Activity: Could you copy exactly the lines from the start of the records through the one containing "position:relative; flex:1; overflow:hidden", both included, and leave out the pictures?

_ _ _ _ _ _ _

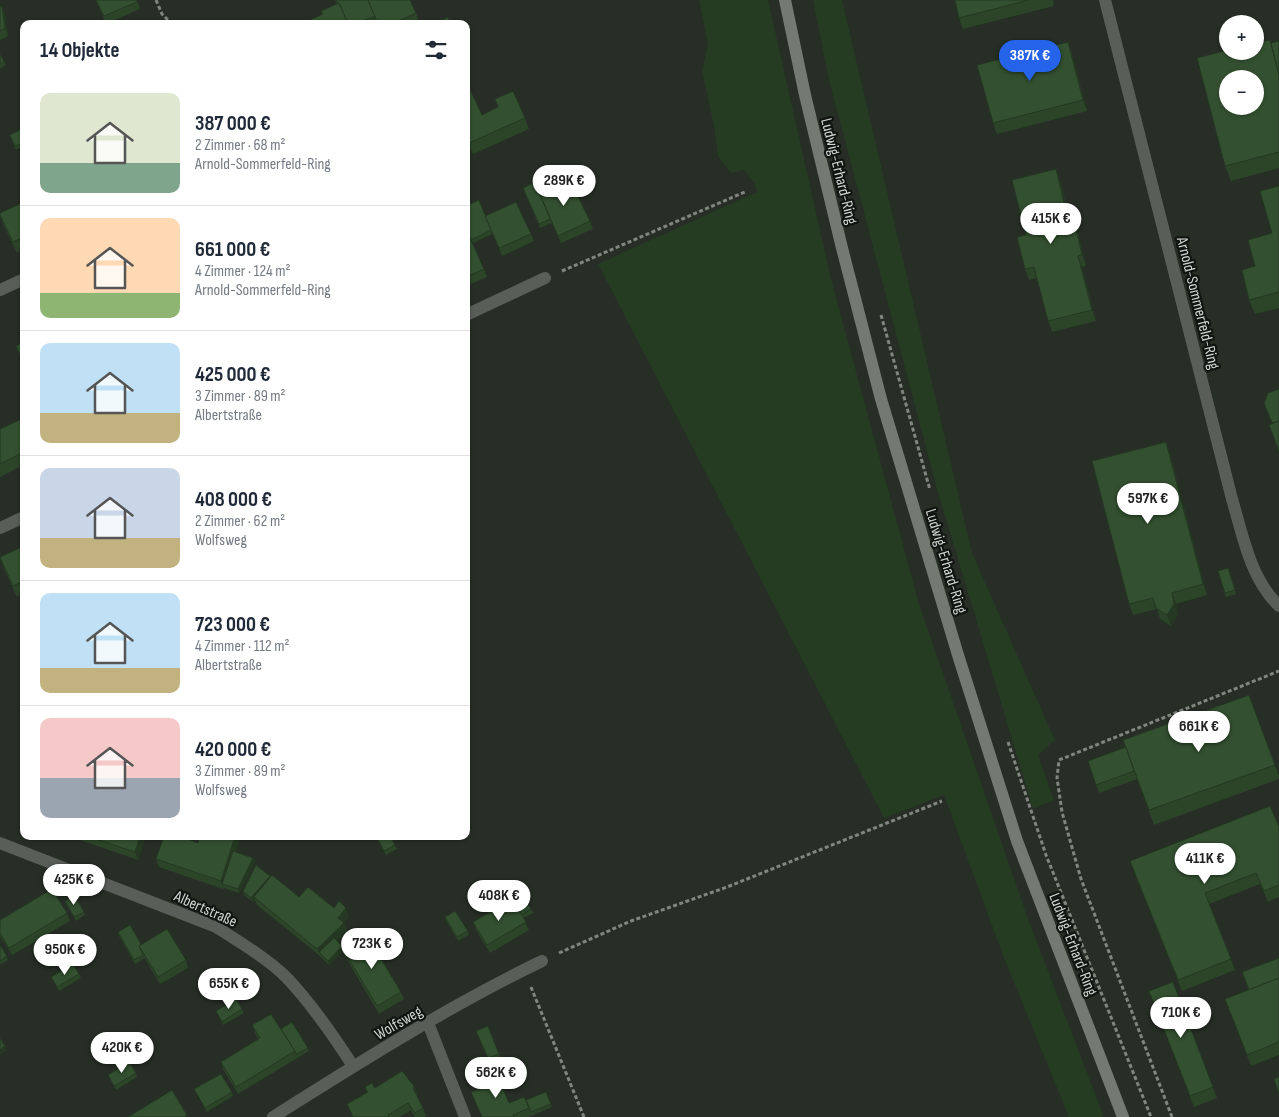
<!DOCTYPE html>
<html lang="de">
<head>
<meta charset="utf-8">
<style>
  body { margin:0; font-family:"Sofia Sans Condensed",sans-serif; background:#f6f6f7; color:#1f2937; height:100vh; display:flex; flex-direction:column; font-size:19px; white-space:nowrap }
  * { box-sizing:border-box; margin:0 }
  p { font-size:16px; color:#747a83 }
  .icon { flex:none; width:28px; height:28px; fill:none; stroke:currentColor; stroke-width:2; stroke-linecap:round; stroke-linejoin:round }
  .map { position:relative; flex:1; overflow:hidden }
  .panel { position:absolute; left:20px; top:20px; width:450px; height:820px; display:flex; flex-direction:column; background:#fff; border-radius:10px; box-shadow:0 1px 4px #0004 }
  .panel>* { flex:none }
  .controls { position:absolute; left:1219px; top:15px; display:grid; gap:10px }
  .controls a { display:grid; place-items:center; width:45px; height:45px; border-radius:50%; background:#fff; box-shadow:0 1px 4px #0004; font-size:25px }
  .price { position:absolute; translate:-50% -42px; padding:0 11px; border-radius:18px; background:#fff; color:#222; font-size:16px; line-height:32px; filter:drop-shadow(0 1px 2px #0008) }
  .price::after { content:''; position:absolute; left:50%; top:30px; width:15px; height:11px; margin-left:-8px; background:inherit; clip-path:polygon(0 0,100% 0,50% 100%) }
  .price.selected { background:#2563eb; color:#fff }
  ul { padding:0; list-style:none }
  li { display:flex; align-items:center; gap:15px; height:125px; padding:0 20px }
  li+li { border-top:1px solid #e0e1e3 }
  li span { display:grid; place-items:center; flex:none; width:140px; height:100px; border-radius:10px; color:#555 }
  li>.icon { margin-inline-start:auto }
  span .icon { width:60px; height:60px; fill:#fffc; stroke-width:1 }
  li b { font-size:21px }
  h2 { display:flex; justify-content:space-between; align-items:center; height:60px; padding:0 20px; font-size:21px }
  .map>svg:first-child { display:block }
  .green { fill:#253c23 }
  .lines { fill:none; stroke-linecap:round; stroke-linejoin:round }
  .path { stroke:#818780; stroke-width:3; stroke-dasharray:4 2.5; stroke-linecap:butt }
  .minor { stroke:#5a5e59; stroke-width:12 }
  .secondary { stroke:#737a72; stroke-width:12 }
  .wall { fill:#2c4529 }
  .shaded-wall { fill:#243822 }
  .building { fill:#335030; stroke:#243822; fill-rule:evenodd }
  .labels { text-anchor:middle; stroke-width:4.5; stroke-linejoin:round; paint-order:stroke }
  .street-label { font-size:16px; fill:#d1d6d1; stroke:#111511 }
</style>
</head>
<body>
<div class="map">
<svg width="1279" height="1117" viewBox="0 0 1279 1117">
  <rect width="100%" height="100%" fill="#262e25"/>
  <g class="green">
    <polygon points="699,0 768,0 831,279 919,604 1028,919 1104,1117 1069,1117 1004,958 944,795 884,818 598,264 757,192 754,183 744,170 731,173 718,157 714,126 702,71 708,44"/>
    <polygon points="813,0 842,0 972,553 1055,740 1038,755 1054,800 1033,809 937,489 829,80"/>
  </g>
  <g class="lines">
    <g class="path">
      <polyline points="156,0 162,14 172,24"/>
      <polyline points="562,271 747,191"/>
      <polyline points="881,315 930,490"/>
      <polyline points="1008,742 1046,855 1151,1117"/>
      <polyline points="559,953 631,921 727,887 942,801"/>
      <polyline points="531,987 584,1117"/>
      <polyline points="1172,1117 1081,879 1062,812 1057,778 1059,760 1279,671"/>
    </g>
    <g class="minor">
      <path d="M 1105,0 L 1232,499 C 1243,536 1250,578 1279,606"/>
      <polyline points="0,290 24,279"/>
      <polyline points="466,315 545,278"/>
      <polyline points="0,528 24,517"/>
      <path d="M 0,843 L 216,927 C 238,941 268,959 286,977 C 312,1004 333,1035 353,1066"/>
      <polyline points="428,1023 465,1117"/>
      <path d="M 273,1117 C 360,1062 449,1006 542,961"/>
    </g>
    <polyline class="secondary" points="785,0 805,95 842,248 881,399 958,655 1017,841 1123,1117"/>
  </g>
  <g class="wall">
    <polygon points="96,0 137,0 140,9 106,24"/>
    <polygon points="335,0 416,13 419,21 412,24 378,24 376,20 368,24 301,24 322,14 321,11 337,4"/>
    <polygon points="955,0 1053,0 1054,6 963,29 959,18"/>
    <polygon points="0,6 5,14 8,36 0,40"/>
    <polygon points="1279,41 1279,168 1231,181 1225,166 1271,43"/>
    <polygon points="1068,42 1072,53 1087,111 997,134 993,123"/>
    <polygon points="0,54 6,65 0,69"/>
    <polygon points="466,81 482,115 498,108 495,99 525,118 529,129 473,154 466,140"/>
    <polygon points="24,128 24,146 16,150 11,139"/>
    <polygon points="1060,180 1071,223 1074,222 1078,233 1086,266 1082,267 1096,321 1052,332 1048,321 1037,278 1029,280 1025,269 1026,235"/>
    <polygon points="1279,186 1279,308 1255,314 1249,300 1255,266 1272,233"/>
    <polygon points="524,191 539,192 590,221 593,229 561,243 551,221 552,223 540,228"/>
    <polygon points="24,202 24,250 17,253 3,224 0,216"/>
    <polygon points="466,212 485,216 531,234 534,241 502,256 492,232 492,234 473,243 487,277 466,286"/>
    <polygon points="24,342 24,361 23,361 17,350"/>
    <polygon points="24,418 24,465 0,477 0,429"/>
    <polygon points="1166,442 1170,453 1207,595 1176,604 1178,615 1171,626 1160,619 1157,609 1133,615 1129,604"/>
    <polygon points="24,546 24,594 17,597 4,569 0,559"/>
    <polygon points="1228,568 1236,594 1226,597 1218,571"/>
    <polygon points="1249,695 1279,776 1279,779 1154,825 1137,779 1099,793 1088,761 1126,747"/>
    <polygon points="1279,827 1279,897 1268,902 1260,884 1209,904 1235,970 1182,991 1134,872"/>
    <polygon points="68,836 146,836 138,860"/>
    <polygon points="375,836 390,836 397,849 386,855"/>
    <polygon points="239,842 235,852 253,858 255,862 239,893 224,888 223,889 159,867 156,859 198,843"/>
    <polygon points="270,877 299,897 334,908 349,916 344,922 347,931 336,941 343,948 401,992 404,999 379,1014 345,956 343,951 329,965 320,956 257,905 255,900 253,902 244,895 243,891"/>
    <polygon points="502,896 531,909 533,913 523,918 529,930 490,953 476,930 473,922 505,903"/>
    <polygon points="65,901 84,912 85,915 76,921 66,905"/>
    <polygon points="67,913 70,921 12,955 0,936 0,920"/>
    <polygon points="445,917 468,931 469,935 458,941 446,921"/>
    <polygon points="118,932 141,944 186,960 188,968 160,984 144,957 145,958 135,964 119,936"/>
    <polygon points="0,945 8,960 0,965"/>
    <polygon points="1279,958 1279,1055 1251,1066 1225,999 1249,990"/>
    <polygon points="79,974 81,978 59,991 51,977"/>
    <polygon points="1173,982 1217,1098 1194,1107 1149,991"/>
    <polygon points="242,1009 244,1013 223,1025 216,1011"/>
    <polygon points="252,1025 281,1030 308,1048 309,1051 238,1094 223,1069 221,1062 258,1039 255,1033"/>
    <polygon points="488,1026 501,1058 489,1062 476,1031"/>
    <polygon points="136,1073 137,1077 116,1090 108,1075"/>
    <polygon points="414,1086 417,1093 417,1096 423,1108 426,1116 424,1117 415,1117 411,1110 400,1117 352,1117 367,1093 365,1087 375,1088"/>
    <polygon points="194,1089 232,1092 233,1096 207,1112"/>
    <polygon points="546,1092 552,1107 529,1117 481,1117 509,1103 526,1100"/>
  </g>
  <g class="shaded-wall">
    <polygon points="2,6 5,14 8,36 5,28"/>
    <polygon points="1068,42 1072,53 1087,111 1083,100"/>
    <polygon points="1056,169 1060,180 1074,235 1069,224"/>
    <polygon points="1074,222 1078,233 1086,266 1082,254"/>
    <polygon points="1078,256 1082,267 1096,321 1092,310"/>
    <polygon points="1166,442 1170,453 1207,595 1203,584"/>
    <polygon points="1172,593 1176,604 1178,615 1171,626 1167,615"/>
    <polygon points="140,836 146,836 138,860 135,852"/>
    <polygon points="235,836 236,836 239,842 225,885 222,884 223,889 221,881"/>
    <polygon points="253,858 255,862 239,893 238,889"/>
    <polygon points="270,876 271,880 254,897 255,900 253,902 251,898"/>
    <polygon points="346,908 349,916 341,926 338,918"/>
    <polygon points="344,923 347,931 322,955 319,952 317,949"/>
    <polygon points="342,946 344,950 342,948 343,951 329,965 328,961"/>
    <polygon points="5,1046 7,1050 0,1055 0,1050"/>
    <polygon points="414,1086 417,1093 416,1097 414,1090"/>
  </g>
  <g class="building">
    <polygon points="96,0 137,0 137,2 104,16"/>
    <polygon points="336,0 368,0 375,16 361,22 362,24 348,24 339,3 337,3"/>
    <polygon points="368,0 410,0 416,13 392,24 378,24"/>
    <polygon points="955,0 1029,0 959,18"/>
    <polygon points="339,3 348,24 301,24 323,14 321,11"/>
    <polygon points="0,6 2,6 5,28 0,31"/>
    <polygon points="448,17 451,24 433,24"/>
    <path d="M 1270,40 L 1279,75 L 1279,152 L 1225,166 L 1197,58 L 1228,50 L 1228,51 L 1255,51 L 1255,43 ZM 1228,79 L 1255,79 L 1255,106 L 1228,106 Z"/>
    <polygon points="1279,41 1279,74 1271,43"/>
    <polygon points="1068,42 1083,100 993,123 977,65"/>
    <polygon points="0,54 4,61 0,64"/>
    <polygon points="466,81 482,115 498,107 495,99 513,91 525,118 469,143 466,137"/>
    <polygon points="24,128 24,142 15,146 10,135"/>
    <polygon points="1056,169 1069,224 1074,222 1082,254 1078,256 1092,310 1048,321 1034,267 1025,269 1017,237 1026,235 1012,180"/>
    <polygon points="569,178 590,221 558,236 539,192"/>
    <polygon points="535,182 550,219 539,224 523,188"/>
    <polygon points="1279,186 1279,292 1249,300 1242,270 1255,266 1248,240 1272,233 1260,191"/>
    <polygon points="479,200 491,230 471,240 466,229 466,212 470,211 468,205"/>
    <polygon points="24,202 24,237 13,242 0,215 0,213"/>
    <polygon points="516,202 531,234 499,248 485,216"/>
    <polygon points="466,229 484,269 466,277"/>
    <polygon points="24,342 24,356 21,357 16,346"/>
    <polygon points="1279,389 1279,421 1272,423 1264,403 1268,393"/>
    <polygon points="24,418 24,452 0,464 0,429"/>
    <polygon points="1279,421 1279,451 1269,425"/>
    <polygon points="1166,442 1203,584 1172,593 1174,604 1167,615 1156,608 1153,598 1129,604 1092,461"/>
    <polygon points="24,546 24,581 13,586 0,557"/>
    <polygon points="1228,568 1235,590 1225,593 1218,571"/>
    <polygon points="1249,695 1275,765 1149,810 1123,740"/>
    <polygon points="1126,747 1134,771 1096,785 1088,761"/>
    <polygon points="1270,806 1279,827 1279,885 1264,891 1256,873 1205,893 1231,959 1178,980 1130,861"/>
    <polygon points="87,836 140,836 135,852"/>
    <polygon points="164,836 179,836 198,843 200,836 235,836 221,881 156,859"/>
    <polygon points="376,836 390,836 395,845 384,851"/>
    <polygon points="233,851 253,858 238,889 222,884"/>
    <polygon points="256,865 270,876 251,898 243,891"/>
    <polygon points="272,875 299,897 308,887 334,908 339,901 346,908 338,918 344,923 317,949 254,897"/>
    <polygon points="519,887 531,909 521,915 512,899 506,903 502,896"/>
    <polygon points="52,889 67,913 9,948 0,933 0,920"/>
    <polygon points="75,896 84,912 74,917 65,901"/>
    <polygon points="512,899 526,922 487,945 473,922"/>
    <polygon points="455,911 468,931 457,937 445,917"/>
    <polygon points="130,925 141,944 139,946 143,955 134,960 118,932"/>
    <polygon points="167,929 186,960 158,977 139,946"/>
    <polygon points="366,934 401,992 377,1006 342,948"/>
    <polygon points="334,938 342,946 328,961 319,952"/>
    <polygon points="0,945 7,956 0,961"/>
    <polygon points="1279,958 1279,978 1249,990 1242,972"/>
    <polygon points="73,964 79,974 57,987 51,977"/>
    <polygon points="1279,978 1279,1042 1247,1055 1225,999"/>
    <polygon points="1173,982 1213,1087 1190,1096 1149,991"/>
    <polygon points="236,999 242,1009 222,1022 216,1011"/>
    <polygon points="271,1014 295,1051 236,1087 221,1062 260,1038 252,1025"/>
    <polygon points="292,1022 308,1048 296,1054 295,1051 281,1029"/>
    <polygon points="488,1026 499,1054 488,1058 476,1031"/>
    <polygon points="0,1038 5,1046 0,1050"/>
    <polygon points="129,1062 136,1073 114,1086 108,1075"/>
    <polygon points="402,1071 414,1086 414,1090 423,1108 415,1113 408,1103 388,1115 389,1117 353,1117 347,1104 368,1092 365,1087 372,1083 375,1088"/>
    <polygon points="495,1071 509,1103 524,1097 529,1108 513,1115 514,1117 482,1117 471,1092 483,1088 479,1078"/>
    <polygon points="221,1074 232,1092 205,1108 194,1089"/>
    <polygon points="1279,1077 1279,1094 1274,1079"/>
    <polygon points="172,1090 187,1115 184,1117 128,1117"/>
    <polygon points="546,1092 551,1104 531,1112 526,1100"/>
  </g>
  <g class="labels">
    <g class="street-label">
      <text transform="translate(840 171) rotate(76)" y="6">Ludwig-Erhard-Ring</text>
      <text transform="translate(1199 303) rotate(76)" y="6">Arnold-Sommerfeld-Ring</text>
      <text transform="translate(947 561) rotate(73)" y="6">Ludwig-Erhard-Ring</text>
      <text transform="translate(206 908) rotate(24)" y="6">Albertstraße</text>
      <text transform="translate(1074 944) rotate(69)" y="6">Ludwig-Erhard-Ring</text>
      <text transform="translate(398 1022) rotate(-30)" y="6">Wolfsweg</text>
    </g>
  </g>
</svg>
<div class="controls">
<a>+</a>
<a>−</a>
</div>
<b class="price selected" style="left:1030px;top:82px">387K €</b>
<b class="price" style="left:564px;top:207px">289K €</b>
<b class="price" style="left:1051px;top:245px">415K €</b>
<b class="price" style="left:1148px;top:525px">597K €</b>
<b class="price" style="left:1199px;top:753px">661K €</b>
<b class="price" style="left:1205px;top:885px">411K €</b>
<b class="price" style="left:74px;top:906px">425K €</b>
<b class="price" style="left:499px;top:922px">408K €</b>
<b class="price" style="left:372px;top:970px">723K €</b>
<b class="price" style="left:65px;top:976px">950K €</b>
<b class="price" style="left:229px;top:1010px">655K €</b>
<b class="price" style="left:1181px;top:1039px">710K €</b>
<b class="price" style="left:122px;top:1074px">420K €</b>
<b class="price" style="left:496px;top:1099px">562K €</b>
<section class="panel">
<h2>14 Objekte<svg class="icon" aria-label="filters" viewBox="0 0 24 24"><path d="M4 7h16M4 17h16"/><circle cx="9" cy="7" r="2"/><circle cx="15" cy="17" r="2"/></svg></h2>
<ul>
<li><span style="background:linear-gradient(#dfe7d0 70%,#7fa58c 0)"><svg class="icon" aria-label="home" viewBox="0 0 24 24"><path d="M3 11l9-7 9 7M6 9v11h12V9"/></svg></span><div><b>387 000 €</b><p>2 Zimmer · 68 m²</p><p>Arnold-Sommerfeld-Ring</p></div></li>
<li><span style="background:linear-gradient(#ffd9b3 75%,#8fb573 0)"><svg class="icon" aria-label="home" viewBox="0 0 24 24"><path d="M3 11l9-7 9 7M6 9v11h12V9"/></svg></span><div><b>661 000 €</b><p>4 Zimmer · 124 m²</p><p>Arnold-Sommerfeld-Ring</p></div></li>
<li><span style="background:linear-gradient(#bfe0f5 70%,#c2b280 0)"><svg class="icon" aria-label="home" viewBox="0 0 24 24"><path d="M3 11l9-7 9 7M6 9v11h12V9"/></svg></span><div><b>425 000 €</b><p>3 Zimmer · 89 m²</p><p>Albertstraße</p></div></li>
<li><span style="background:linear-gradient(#c9d6e8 70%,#c2b280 0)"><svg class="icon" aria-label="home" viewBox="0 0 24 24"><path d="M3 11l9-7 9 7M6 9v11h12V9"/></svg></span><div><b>408 000 €</b><p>2 Zimmer · 62 m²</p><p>Wolfsweg</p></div></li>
<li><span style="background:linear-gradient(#bfe0f5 75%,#c2b280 0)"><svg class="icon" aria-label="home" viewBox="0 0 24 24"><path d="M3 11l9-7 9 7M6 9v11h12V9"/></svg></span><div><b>723 000 €</b><p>4 Zimmer · 112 m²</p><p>Albertstraße</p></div></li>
<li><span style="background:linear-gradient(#f6c9c9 60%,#9aa5b1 0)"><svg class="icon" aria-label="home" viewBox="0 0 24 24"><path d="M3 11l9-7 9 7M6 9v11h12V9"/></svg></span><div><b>420 000 €</b><p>3 Zimmer · 89 m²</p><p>Wolfsweg</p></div></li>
</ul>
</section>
</div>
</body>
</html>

_ _ _ _ _ _ _

Your solution:
<!DOCTYPE html>
<html lang="de">
<head>
<meta charset="utf-8">
<style>
  body { margin:0; font-family:"Sofia Sans Condensed",sans-serif; background:#f6f6f7; color:#1f2937; height:100vh; display:flex; flex-direction:column; font-size:19px; white-space:nowrap }
  * { box-sizing:border-box; margin:0 }
  p { font-size:16px; color:#747a83 }
  .icon { flex:none; width:28px; height:28px; fill:none; stroke:currentColor; stroke-width:2; stroke-linecap:round; stroke-linejoin:round }
  .map { position:relative; flex:1; overflow:hidden }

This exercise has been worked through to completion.